**What you need to do**:
Only the lines that include "Circle" should be copied from the data below.

**Recorded information**:
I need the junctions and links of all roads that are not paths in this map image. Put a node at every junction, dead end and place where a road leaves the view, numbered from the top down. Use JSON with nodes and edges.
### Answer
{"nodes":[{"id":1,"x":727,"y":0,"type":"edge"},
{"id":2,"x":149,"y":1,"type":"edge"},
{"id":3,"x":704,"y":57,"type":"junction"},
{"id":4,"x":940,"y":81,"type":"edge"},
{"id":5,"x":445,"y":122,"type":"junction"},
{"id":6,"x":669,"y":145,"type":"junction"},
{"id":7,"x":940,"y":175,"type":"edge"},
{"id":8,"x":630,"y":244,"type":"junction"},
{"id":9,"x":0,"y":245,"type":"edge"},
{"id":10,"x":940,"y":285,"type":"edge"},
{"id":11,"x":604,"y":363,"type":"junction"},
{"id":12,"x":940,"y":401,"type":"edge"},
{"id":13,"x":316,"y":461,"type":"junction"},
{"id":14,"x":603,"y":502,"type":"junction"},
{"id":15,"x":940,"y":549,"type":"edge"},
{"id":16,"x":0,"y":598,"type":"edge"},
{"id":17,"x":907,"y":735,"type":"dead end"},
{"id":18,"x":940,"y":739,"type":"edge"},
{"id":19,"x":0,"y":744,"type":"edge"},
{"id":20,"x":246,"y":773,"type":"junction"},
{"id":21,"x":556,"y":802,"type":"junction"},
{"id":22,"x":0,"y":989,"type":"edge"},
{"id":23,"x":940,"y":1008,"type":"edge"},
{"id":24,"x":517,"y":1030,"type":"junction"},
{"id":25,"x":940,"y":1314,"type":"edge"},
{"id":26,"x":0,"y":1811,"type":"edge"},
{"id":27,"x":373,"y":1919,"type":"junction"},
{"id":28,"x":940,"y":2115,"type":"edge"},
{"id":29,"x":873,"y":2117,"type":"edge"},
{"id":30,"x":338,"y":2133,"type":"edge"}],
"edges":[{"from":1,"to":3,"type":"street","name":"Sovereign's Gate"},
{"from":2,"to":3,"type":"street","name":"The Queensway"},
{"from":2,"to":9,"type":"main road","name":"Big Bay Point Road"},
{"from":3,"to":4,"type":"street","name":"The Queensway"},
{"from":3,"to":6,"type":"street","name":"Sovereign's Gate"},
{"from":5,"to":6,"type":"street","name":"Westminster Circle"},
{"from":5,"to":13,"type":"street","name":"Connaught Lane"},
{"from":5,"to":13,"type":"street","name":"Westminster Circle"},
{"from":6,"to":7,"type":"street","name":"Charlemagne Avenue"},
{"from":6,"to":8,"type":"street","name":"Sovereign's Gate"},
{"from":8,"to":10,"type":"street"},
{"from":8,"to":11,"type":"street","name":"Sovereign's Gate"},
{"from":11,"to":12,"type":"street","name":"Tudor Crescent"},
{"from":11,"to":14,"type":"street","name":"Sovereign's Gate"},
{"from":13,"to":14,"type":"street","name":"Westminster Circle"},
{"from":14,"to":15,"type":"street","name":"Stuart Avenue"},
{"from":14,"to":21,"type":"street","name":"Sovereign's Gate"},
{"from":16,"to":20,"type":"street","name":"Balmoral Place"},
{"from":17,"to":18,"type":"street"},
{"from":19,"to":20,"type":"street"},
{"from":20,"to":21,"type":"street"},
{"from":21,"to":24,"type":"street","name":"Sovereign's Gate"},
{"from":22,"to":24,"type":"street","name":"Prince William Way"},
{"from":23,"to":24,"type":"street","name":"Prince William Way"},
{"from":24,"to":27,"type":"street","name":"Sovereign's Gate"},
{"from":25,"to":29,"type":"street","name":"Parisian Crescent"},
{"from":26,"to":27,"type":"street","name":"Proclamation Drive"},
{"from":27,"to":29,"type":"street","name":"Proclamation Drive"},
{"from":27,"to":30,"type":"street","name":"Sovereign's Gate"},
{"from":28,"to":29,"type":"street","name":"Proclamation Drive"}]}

**Exercise result**:
{"from":5,"to":6,"type":"street","name":"Westminster Circle"},
{"from":5,"to":13,"type":"street","name":"Westminster Circle"},
{"from":13,"to":14,"type":"street","name":"Westminster Circle"},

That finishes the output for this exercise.